> [PROBLEM DESCRIPTION] Copy the lines below that contain "قاصدک".

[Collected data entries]
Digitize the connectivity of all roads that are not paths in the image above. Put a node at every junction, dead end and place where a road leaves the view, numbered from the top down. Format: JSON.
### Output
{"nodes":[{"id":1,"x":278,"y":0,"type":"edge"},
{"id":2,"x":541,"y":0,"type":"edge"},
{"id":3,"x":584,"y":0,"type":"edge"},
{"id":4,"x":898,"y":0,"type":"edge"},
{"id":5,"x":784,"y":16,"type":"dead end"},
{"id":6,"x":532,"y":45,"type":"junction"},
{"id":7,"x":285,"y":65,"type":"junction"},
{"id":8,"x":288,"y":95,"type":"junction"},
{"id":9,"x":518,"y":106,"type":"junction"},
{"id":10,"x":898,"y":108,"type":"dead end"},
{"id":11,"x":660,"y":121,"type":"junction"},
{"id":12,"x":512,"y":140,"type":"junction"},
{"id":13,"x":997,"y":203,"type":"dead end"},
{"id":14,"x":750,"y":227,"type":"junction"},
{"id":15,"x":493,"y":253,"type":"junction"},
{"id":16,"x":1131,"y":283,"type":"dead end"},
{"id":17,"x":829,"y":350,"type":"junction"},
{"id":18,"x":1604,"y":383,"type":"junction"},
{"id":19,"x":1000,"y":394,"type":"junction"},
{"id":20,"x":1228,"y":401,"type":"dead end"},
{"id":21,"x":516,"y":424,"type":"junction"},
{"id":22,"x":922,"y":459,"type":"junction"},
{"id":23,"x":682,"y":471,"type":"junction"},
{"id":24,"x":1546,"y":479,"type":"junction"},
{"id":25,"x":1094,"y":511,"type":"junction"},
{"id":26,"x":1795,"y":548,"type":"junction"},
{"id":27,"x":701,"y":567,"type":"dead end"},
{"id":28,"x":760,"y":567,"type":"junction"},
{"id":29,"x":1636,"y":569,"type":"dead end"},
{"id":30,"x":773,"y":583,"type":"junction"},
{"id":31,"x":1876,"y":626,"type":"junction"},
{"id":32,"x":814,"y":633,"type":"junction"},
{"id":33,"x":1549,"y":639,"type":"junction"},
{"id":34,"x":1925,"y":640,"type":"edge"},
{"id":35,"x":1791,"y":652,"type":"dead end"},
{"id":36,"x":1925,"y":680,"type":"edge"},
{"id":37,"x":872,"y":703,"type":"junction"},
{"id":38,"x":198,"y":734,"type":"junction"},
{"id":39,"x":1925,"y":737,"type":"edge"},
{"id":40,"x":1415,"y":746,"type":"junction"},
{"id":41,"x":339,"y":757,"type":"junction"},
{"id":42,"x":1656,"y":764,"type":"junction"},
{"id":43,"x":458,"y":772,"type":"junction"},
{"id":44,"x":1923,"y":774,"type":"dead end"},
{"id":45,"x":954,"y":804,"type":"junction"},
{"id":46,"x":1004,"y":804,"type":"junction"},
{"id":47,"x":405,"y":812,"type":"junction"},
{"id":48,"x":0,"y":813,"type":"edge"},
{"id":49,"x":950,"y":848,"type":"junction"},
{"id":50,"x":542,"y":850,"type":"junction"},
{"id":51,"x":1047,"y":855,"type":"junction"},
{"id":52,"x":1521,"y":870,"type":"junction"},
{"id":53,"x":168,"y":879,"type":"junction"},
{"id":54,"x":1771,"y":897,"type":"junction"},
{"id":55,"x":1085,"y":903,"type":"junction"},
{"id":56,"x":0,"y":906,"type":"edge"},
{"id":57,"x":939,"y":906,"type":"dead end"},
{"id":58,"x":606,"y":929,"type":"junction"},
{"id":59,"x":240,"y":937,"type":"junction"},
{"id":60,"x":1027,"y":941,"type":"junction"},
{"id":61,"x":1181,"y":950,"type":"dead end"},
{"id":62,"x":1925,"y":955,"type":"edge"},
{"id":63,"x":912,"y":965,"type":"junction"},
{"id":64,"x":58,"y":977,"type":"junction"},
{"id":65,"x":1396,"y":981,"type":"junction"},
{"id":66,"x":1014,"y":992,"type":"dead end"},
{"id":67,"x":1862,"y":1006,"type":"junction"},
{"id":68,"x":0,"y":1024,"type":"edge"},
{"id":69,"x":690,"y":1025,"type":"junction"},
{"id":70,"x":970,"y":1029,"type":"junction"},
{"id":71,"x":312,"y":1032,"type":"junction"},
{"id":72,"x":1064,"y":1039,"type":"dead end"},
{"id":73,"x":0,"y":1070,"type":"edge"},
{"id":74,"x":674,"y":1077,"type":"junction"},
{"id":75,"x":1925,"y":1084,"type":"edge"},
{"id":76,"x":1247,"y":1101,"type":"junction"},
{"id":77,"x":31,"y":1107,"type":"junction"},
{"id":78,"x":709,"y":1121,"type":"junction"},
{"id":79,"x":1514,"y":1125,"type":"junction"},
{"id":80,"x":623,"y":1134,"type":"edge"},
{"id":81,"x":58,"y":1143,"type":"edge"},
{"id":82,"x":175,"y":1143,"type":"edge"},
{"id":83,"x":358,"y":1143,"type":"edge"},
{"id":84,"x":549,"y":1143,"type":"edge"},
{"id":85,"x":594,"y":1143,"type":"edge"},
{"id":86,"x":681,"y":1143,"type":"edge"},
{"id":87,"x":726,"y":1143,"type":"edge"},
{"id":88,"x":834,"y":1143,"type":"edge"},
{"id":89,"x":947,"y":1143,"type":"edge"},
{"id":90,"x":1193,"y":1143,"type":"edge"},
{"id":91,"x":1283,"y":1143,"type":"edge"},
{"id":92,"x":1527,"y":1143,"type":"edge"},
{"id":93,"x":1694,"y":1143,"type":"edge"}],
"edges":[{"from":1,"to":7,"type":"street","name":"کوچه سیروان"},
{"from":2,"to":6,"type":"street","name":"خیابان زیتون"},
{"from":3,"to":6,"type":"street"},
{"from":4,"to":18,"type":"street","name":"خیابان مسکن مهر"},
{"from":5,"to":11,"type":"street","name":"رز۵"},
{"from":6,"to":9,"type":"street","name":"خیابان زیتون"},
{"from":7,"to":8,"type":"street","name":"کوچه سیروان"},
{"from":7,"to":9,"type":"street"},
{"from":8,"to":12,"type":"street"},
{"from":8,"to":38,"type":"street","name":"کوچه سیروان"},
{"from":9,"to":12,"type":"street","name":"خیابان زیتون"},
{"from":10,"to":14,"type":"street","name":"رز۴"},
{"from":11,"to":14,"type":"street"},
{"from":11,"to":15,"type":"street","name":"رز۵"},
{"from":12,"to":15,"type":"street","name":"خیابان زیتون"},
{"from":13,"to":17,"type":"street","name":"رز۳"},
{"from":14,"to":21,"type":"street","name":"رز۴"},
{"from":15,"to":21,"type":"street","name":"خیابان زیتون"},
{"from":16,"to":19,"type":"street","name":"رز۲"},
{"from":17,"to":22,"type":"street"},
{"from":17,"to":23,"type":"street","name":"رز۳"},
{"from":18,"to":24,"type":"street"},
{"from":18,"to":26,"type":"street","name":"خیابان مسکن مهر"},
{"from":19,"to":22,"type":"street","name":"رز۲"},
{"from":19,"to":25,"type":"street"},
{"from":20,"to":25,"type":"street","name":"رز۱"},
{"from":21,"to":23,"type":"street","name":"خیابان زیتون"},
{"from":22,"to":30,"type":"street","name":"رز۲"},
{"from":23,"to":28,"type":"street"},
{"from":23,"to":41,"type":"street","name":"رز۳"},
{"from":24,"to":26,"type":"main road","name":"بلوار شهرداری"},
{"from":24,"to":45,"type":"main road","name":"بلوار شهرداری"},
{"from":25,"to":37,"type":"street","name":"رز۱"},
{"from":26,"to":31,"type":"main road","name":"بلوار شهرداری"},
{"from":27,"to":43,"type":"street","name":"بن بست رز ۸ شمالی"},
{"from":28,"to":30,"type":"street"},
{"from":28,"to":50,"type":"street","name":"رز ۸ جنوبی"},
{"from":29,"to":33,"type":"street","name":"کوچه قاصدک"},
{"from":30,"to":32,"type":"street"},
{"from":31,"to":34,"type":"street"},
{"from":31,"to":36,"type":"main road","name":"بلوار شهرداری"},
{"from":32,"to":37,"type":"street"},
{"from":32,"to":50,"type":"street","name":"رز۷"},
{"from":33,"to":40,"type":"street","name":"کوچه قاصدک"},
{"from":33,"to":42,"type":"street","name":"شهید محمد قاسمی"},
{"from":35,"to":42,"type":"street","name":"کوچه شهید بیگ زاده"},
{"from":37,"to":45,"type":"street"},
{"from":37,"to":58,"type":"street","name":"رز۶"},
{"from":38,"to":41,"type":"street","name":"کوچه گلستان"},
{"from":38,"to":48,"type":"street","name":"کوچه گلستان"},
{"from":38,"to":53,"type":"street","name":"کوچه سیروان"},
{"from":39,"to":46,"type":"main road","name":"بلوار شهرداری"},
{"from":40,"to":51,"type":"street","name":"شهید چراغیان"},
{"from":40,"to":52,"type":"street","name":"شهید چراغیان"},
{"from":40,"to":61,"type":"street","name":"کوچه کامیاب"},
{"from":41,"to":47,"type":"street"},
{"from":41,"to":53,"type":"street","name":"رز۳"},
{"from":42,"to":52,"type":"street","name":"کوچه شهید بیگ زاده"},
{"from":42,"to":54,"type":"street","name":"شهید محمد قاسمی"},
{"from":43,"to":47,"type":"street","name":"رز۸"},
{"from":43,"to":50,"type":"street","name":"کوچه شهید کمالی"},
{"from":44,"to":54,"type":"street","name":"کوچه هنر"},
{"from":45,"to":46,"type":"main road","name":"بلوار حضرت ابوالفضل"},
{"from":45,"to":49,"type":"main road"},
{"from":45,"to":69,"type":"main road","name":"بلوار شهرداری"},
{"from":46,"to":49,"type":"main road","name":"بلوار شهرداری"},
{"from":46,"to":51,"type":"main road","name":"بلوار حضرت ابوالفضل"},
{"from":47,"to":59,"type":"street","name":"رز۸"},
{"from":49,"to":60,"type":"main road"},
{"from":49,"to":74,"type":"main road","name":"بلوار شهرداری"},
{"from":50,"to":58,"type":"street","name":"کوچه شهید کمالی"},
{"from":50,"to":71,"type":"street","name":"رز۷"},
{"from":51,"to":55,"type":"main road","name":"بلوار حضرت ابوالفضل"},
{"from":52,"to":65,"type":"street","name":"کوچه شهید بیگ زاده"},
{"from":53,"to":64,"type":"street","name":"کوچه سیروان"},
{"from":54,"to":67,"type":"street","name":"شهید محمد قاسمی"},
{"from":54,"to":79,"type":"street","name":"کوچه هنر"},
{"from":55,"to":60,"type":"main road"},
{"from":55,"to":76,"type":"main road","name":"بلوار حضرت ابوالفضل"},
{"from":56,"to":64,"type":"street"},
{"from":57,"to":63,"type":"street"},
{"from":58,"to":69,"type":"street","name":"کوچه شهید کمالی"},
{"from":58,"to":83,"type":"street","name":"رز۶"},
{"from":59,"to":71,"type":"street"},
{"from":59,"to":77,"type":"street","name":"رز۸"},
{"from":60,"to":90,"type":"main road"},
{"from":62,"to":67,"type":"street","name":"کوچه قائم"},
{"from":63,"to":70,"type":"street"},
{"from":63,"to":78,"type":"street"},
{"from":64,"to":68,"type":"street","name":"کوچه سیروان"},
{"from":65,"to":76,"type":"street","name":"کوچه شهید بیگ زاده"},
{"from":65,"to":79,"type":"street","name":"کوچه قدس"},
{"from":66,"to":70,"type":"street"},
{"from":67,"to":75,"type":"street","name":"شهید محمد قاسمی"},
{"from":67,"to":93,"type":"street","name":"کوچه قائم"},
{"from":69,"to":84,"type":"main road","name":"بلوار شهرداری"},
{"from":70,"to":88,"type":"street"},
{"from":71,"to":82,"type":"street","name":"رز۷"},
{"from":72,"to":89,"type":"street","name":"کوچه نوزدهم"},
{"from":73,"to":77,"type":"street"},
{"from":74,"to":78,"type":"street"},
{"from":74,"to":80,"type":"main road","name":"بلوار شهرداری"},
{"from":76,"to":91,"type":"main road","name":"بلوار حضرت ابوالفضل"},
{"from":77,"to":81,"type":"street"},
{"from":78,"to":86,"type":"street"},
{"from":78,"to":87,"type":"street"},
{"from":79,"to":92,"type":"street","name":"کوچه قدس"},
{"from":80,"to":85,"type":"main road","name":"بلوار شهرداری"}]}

> [THE COMPLETED TASK]
{"from":29,"to":33,"type":"street","name":"کوچه قاصدک"},
{"from":33,"to":40,"type":"street","name":"کوچه قاصدک"},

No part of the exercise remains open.